── Excerpted records ──

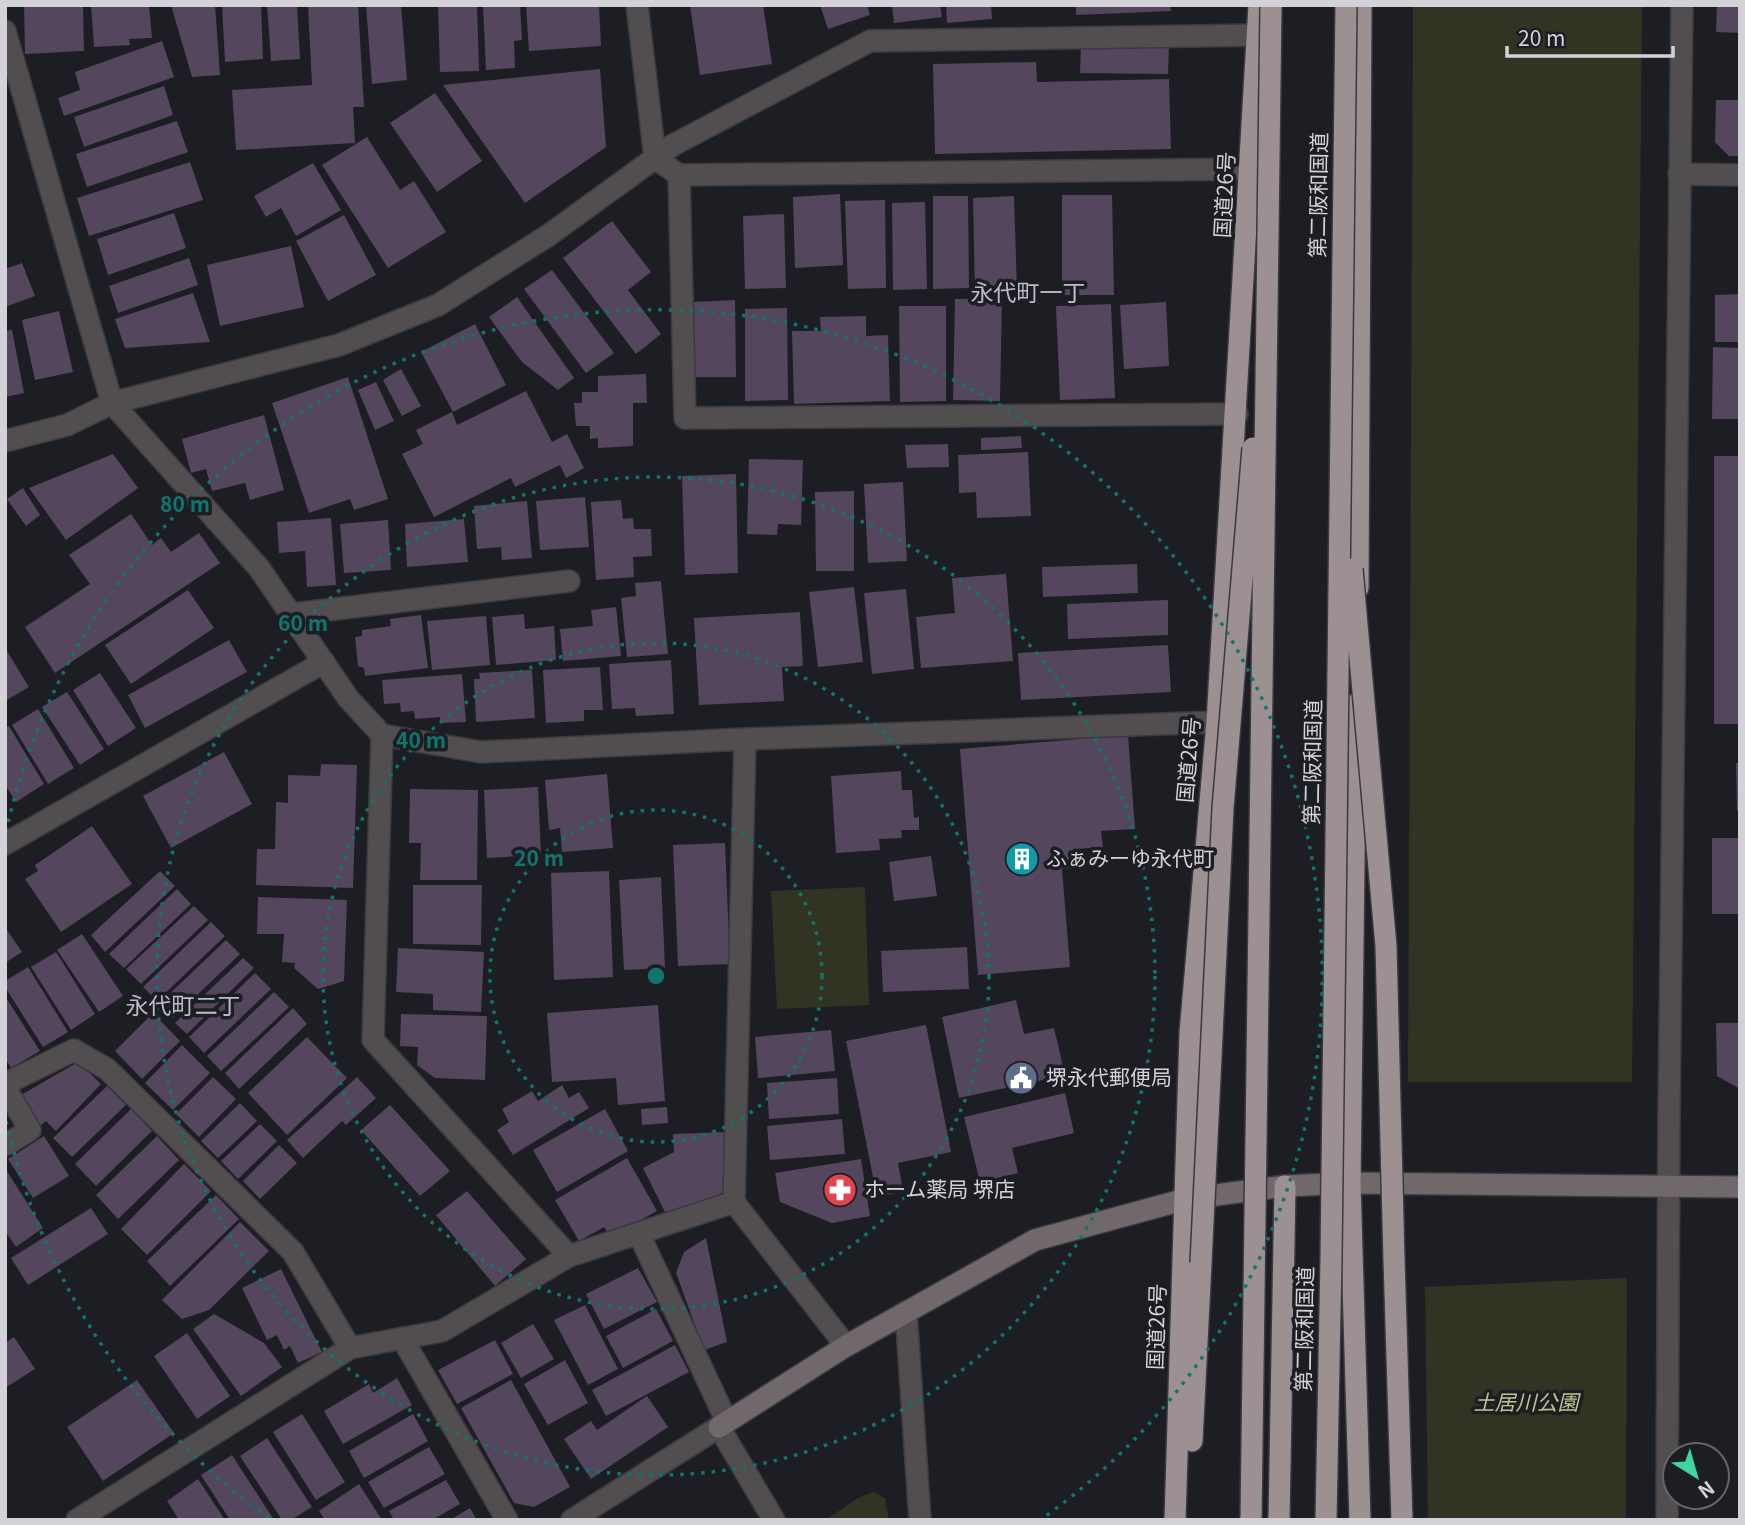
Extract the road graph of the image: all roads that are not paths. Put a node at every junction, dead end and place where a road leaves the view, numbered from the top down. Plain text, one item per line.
1 (638, 5) edge
2 (1259, 5) edge
3 (1271, 5) edge
4 (1346, 5) edge
5 (1361, 5) edge
6 (1682, 5) edge
7 (5, 32) edge
8 (1259, 35) junction
9 (654, 158) junction
10 (1251, 169) junction
11 (1679, 174) junction
12 (679, 175) junction
13 (1740, 175) edge
14 (1268, 263) junction
15 (112, 403) junction
16 (1237, 414) junction
17 (5, 441) edge
18 (1341, 452) junction
19 (569, 581) dead end
20 (293, 614) junction
21 (324, 662) junction
22 (1217, 722) junction
23 (382, 736) junction
24 (745, 739) junction
25 (5, 844) edge
26 (5, 1085) edge
27 (5, 1145) edge
28 (1350, 1183) junction
29 (1285, 1186) junction
30 (1669, 1187) junction
31 (1740, 1187) edge
32 (1186, 1199) junction
33 (734, 1202) junction
34 (639, 1234) junction
35 (569, 1256) junction
36 (906, 1312) junction
37 (402, 1338) junction
38 (846, 1346) junction
39 (350, 1348) junction
40 (723, 1424) junction
41 (77, 1520) edge
42 (507, 1520) edge
43 (572, 1520) edge
44 (774, 1520) edge
45 (920, 1520) edge
46 (1175, 1520) edge
47 (1188, 1520) edge
48 (1251, 1520) edge
49 (1279, 1520) edge
50 (1326, 1520) edge
51 (1360, 1520) edge
52 (1402, 1520) edge
53 (1667, 1520) edge

1 - 9 street
2 - 8 highway, 国道26号
3 - 14 highway, bridge
4 - 18 highway, 第二阪和国道, bridge
5 - 28 highway
6 - 11 street
7 - 15 street
8 - 9 street
8 - 10 highway, 国道26号
9 - 12 street
9 - 15 street
10 - 12 street
10 - 16 highway, 国道26号
11 - 13 street
11 - 30 street
12 - 16 street
14 - 47 highway, bridge
14 - 48 highway, bridge
15 - 17 street
15 - 20 street
16 - 22 highway, 国道26号
18 - 50 highway, 第二阪和国道, bridge
18 - 52 highway, bridge
19 - 20 street
20 - 21 street
21 - 23 street
21 - 25 street
22 - 24 street
22 - 32 highway, 国道26号
23 - 24 street
23 - 35 street
24 - 33 street
26 - 27 street
26 - 39 street
28 - 29 street
28 - 30 street
28 - 51 highway
29 - 32 street
29 - 49 highway
30 - 31 street
30 - 53 street
32 - 36 street
32 - 46 highway, 国道26号
33 - 34 street
33 - 38 street
34 - 35 street
34 - 40 street
35 - 37 street
36 - 38 street
36 - 45 street
37 - 39 street
37 - 42 street
38 - 40 street
39 - 41 street
40 - 43 street
40 - 44 street

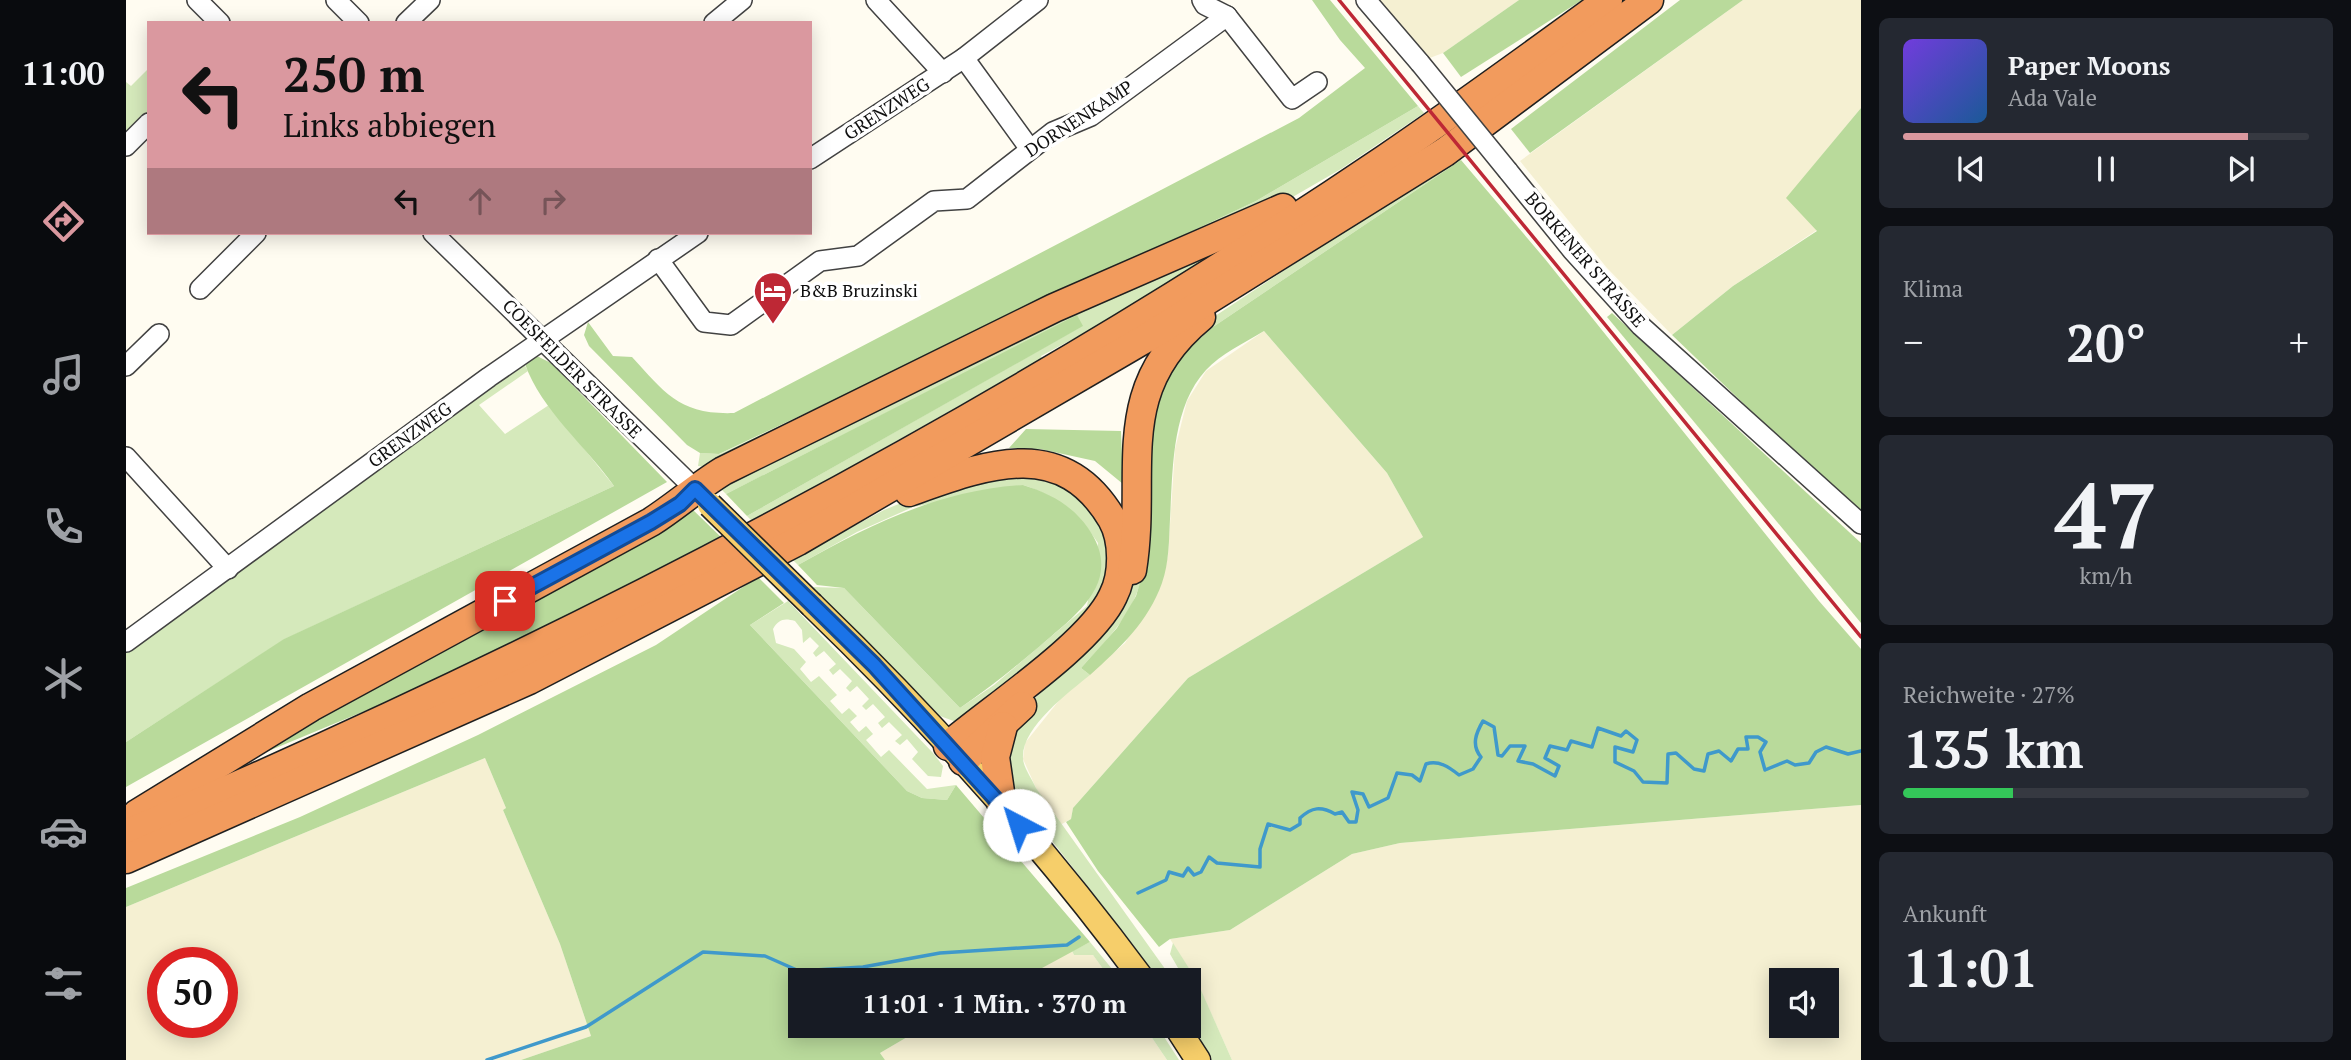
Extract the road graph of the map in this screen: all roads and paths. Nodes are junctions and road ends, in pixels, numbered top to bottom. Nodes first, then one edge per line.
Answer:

───

What to work on → Output nothing but the lines from the one containing "Extract the road graph of the map" through the last line of the data, exactly as they stand.

Written solution →
Extract the road graph of the map in this screen: all roads and paths. Nodes are junctions and road ends, in pixels, numbered top to bottom. Nodes first, then one edge per line.
Answer:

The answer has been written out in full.